The district acknowledged that one of the appraisers "acted as a consultant to both parties in the transaction," but Israel argued that a regulation requiring independent appraisers doesn't apply to a tax-free bond transaction. Even if it did, he wrote, the appraiser was acting as an independent contractor and was "not subject to the District's controls in the same fashion that an employee might be."
"In other words, it's all good to hire your buddies help you spend $64 million in public funds. This is Florida, where the rules are different. Go back to your office in the beltway, Revenooer Man.
Documents 'recreated'
And then there's the allegation of overpayment. The district went on a $53 million shopping spree in The Villages for recreational goodies but apparently misplaced its sales slip.
Neither of its supposedly very qualified appraisers could provide a schedule of what each of the tangible properties was worth as opposed to the value of the other portion of the purchase, buying the rights to collect amenity fees.
So, the district stated in a footnote in teeny-tiny type that it asked the two appraisers to "recreate their calculations."
How very entertaining!
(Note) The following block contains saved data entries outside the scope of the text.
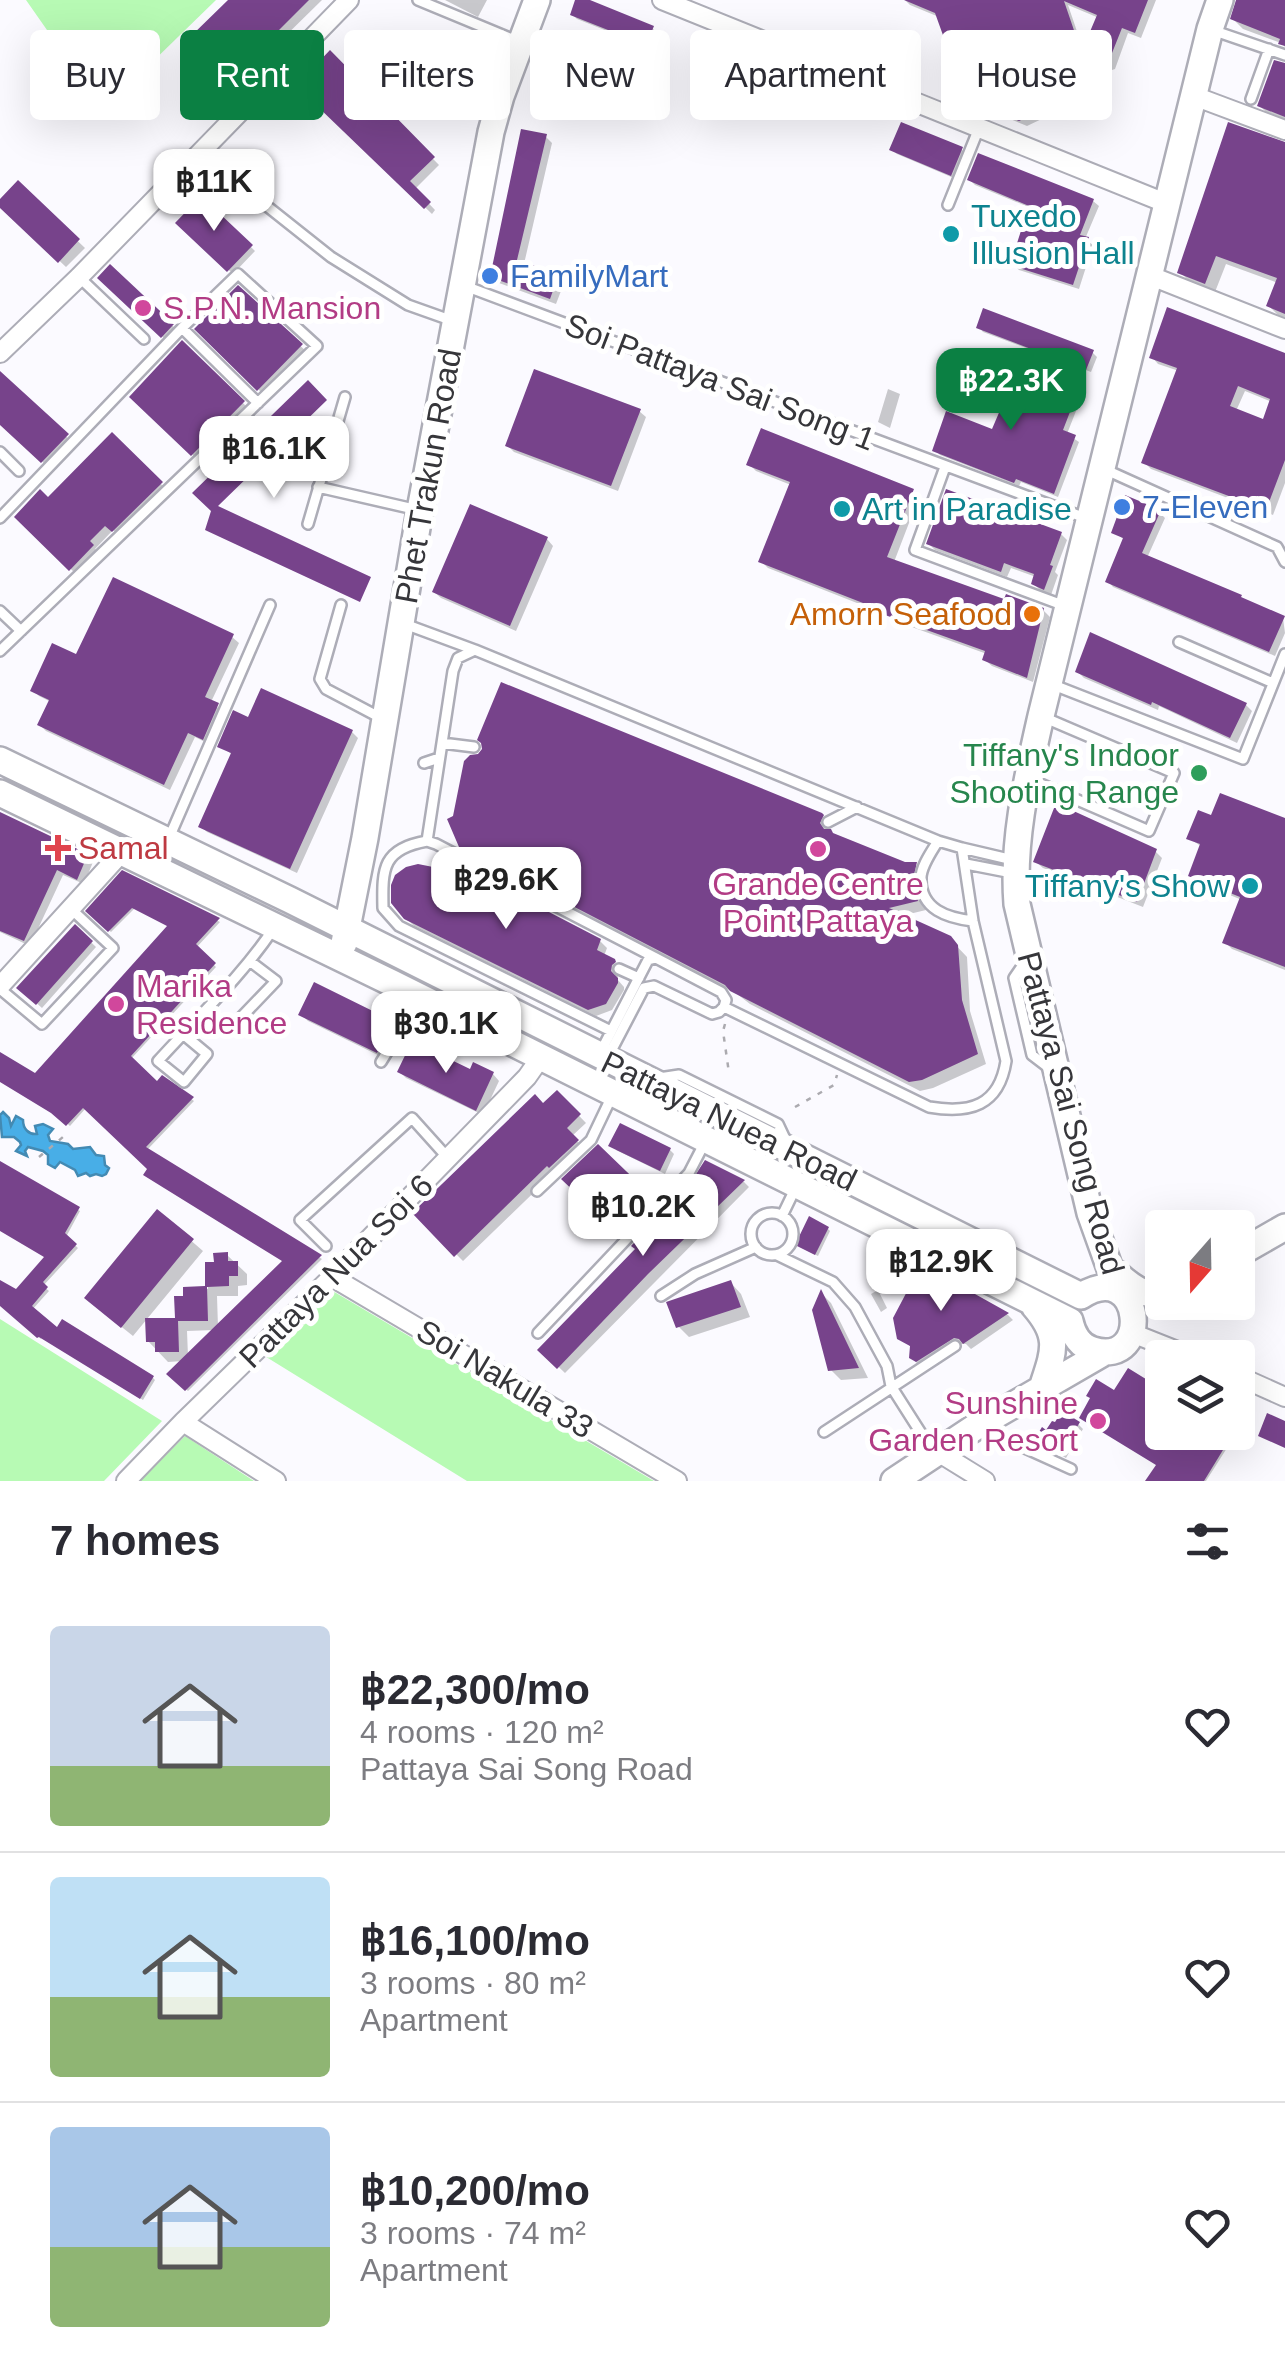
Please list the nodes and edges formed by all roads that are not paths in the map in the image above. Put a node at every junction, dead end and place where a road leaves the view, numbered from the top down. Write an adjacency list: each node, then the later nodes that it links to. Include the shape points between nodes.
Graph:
1 (349, 0): 14 (street)
2 (418, 0): 7 (lane)
3 (537, 0): 7 (main road, Phet Trakun Road)
4 (662, 0): 12 (street)
5 (1220, 0): 6 (main road, Pattaya Sai Song Road)
6 (1210, 30): 8 (lane); 10 (main road, Pattaya Sai Song Road)
7 (520, 43): 19 (main road, Phet Trakun Road, via 491,132)
8 (1269, 49): 9 (lane); 11 (lane)
9 (1285, 55)
10 (1194, 96): 13 (street); 15 (main road, Pattaya Sai Song Road)
11 (1251, 99)
12 (978, 128): 15 (street); 16 (lane)
13 (1285, 130)
14 (204, 148): 18 (street); 20 (lane, via 331,258 408,304)
15 (1168, 204): 17 (main road, Pattaya Sai Song Road)
16 (948, 205)
17 (1150, 276): 22 (street); 29 (main road, Pattaya Sai Song Road)
18 (79, 277): 23 (lane); 24 (street)
19 (463, 286): 20 (main road, Phet Trakun Road); 28 (lane, Soi Pattaya Sai Song 1)
20 (456, 322): 32 (main road, Phet Trakun Road)
21 (182, 328): 26 (lane); 26 (lane, via 238,274 317,346); 33 (lane)
22 (1285, 329)
23 (144, 340)
24 (0, 352)
25 (345, 397): 31 (lane)
26 (258, 403): 42 (lane)
27 (0, 452): 30 (lane)
28 (946, 467): 34 (lane, Soi Pattaya Sai Song 1); 39 (lane, via 915,550)
29 (1102, 468): 34 (main road, Pattaya Sai Song Road); 36 (lane, via 1277,547)
30 (20, 472)
31 (318, 487): 32 (lane); 35 (lane)
32 (420, 510): 41 (main road, Phet Trakun Road)
33 (0, 518)
34 (1090, 520): 39 (main road, Pattaya Sai Song Road)
35 (308, 524)
36 (1285, 562)
37 (270, 605): 61 (lane)
38 (340, 605): 50 (lane, via 320,679 326,689)
39 (1068, 607): 47 (main road, Pattaya Sai Song Road)
40 (0, 611): 42 (lane)
41 (402, 623): 44 (lane); 50 (main road, Phet Trakun Road)
42 (21, 631): 45 (lane)
43 (1178, 642): 48 (lane)
44 (475, 650): 51 (lane, via 458,658 453,671); 58 (lane)
45 (0, 651)
46 (1285, 654): 48 (lane)
47 (1048, 682): 48 (lane, via 1242,759); 49 (main road, Pattaya Sai Song Road)
48 (1273, 683)
49 (1041, 716): 56 (main road, Pattaya Sai Song Road); 56 (lane, via 1174,773 1149,830)
50 (384, 720): 60 (main road, Phet Trakun Road)
51 (442, 743): 52 (lane); 53 (lane)
52 (474, 747)
53 (439, 758): 55 (lane); 63 (lane)
54 (0, 760): 61 (main road, Pattaya Nuea Road)
55 (424, 763)
56 (1027, 778): 67 (main road, Pattaya Sai Song Road)
57 (0, 793): 65 (main road, Pattaya Nuea Road)
58 (857, 807): 59 (lane); 62 (lane)
59 (828, 822)
60 (364, 838): 71 (main road, Phet Trakun Road); 72 (main road, via 362,909)
61 (168, 840): 71 (main road, Pattaya Nuea Road)
62 (938, 840): 64 (lane); 69 (lane, via 921,878 929,904)
63 (427, 841): 74 (lane); 82 (lane, via 404,845 389,858 383,908 400,926)
64 (962, 848): 66 (lane); 67 (lane)
65 (123, 851): 68 (street); 70 (main road, Pattaya Nuea Road)
66 (966, 864): 67 (lane); 69 (lane)
67 (1016, 868): 98 (main road, Pattaya Sai Song Road, via 1029,956 1090,1213)
68 (70, 908): 78 (street); 78 (lane, via 113,948 42,1024)
69 (973, 921): 80 (lane, via 1006,1061 998,1088 981,1104 929,1108)
70 (276, 926): 73 (main road, Pattaya Nuea Road); 75 (lane)
71 (346, 930): 72 (main road, Pattaya Nuea Road); 73 (main road, Phet Trakun Road)
72 (392, 953): 85 (main road, Pattaya Nuea Road)
73 (341, 958): 79 (main road, Pattaya Nuea Road)
74 (656, 958): 77 (lane); 80 (lane, via 721,992)
75 (251, 962): 81 (lane, via 276,981); 83 (lane)
76 (619, 969): 77 (lane)
77 (639, 978): 82 (lane)
78 (0, 987)
79 (420, 998): 84 (main road, Pattaya Nuea Road); 86 (lane)
80 (727, 1010): 85 (lane, via 712,1014 649,985)
81 (228, 1032)
82 (612, 1032): 85 (lane)
83 (183, 1034): 83 (lane, via 158,1061 184,1082 207,1054)
84 (540, 1057): 87 (main road, Pattaya Nuea Road); 89 (street, Pattaya Nua Soi 6)
85 (603, 1058): 100 (main road, Pattaya Nuea Road, via 1081,1296 1098,1288)
86 (381, 1062)
87 (613, 1093): 88 (main road, Pattaya Nuea Road); 91 (lane, via 592,1140)
88 (706, 1140): 90 (main road, Pattaya Nuea Road); 106 (lane, via 689,1174)
89 (448, 1158): 95 (lane, via 412,1118 300,1220); 99 (street, Pattaya Nua Soi 6)
90 (797, 1185): 92 (lane); 103 (main road, Pattaya Nuea Road)
91 (537, 1191)
92 (782, 1216): 96 (lane, via 766,1214 755,1222); 97 (lane, via 794,1237)
93 (1285, 1227): 94 (main road)
94 (1255, 1244)
95 (326, 1246)
96 (756, 1248): 97 (lane); 102 (lane)
97 (776, 1255): 111 (lane, via 833,1282 856,1306)
98 (1109, 1266): 100 (main road, Pattaya Sai Song Road); 101 (main road)
99 (332, 1277): 114 (street, Pattaya Nua Soi 6); 121 (street, Soi Nakula 33)
100 (1118, 1291): 105 (main road, Pattaya Sai Song Road, via 1128,1300)
101 (1145, 1293)
102 (662, 1296)
103 (1029, 1300): 109 (main road, Pattaya Nuea Road, via 1070,1321 1076,1339 1089,1349); 112 (main road, via 1052,1334)
104 (1145, 1313): 105 (main road)
105 (1134, 1324): 107 (street); 109 (main road, via 1127,1341)
106 (538, 1333)
107 (1163, 1340)
108 (955, 1346): 111 (lane)
109 (1105, 1352): 112 (main road)
110 (1255, 1384): 113 (street)
111 (892, 1386): 116 (lane); 117 (lane)
112 (1042, 1388): 115 (main road)
113 (1285, 1397)
114 (183, 1422): 119 (street, Pattaya Nua Soi 6); 120 (street)
115 (977, 1426): 117 (main road); 118 (lane)
116 (824, 1432)
117 (936, 1453): 122 (main road); 123 (street)
118 (1071, 1469)
119 (126, 1481)
120 (276, 1481)
121 (677, 1481)
122 (894, 1481)
123 (984, 1481)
Where would Richard Nixon be if Rose Mary Woods had "recreated" the 18-minute gap in the tapes of the Watergate scandal?
Of course, the resurrected calculations show that the district paid just the right amount and that it used all the proper methods of figuring it out the value of the amenity-fee rights. "
Adding $53,000,000 onto $6,900,000 of property seems a vast increase to me, and probably to most folks.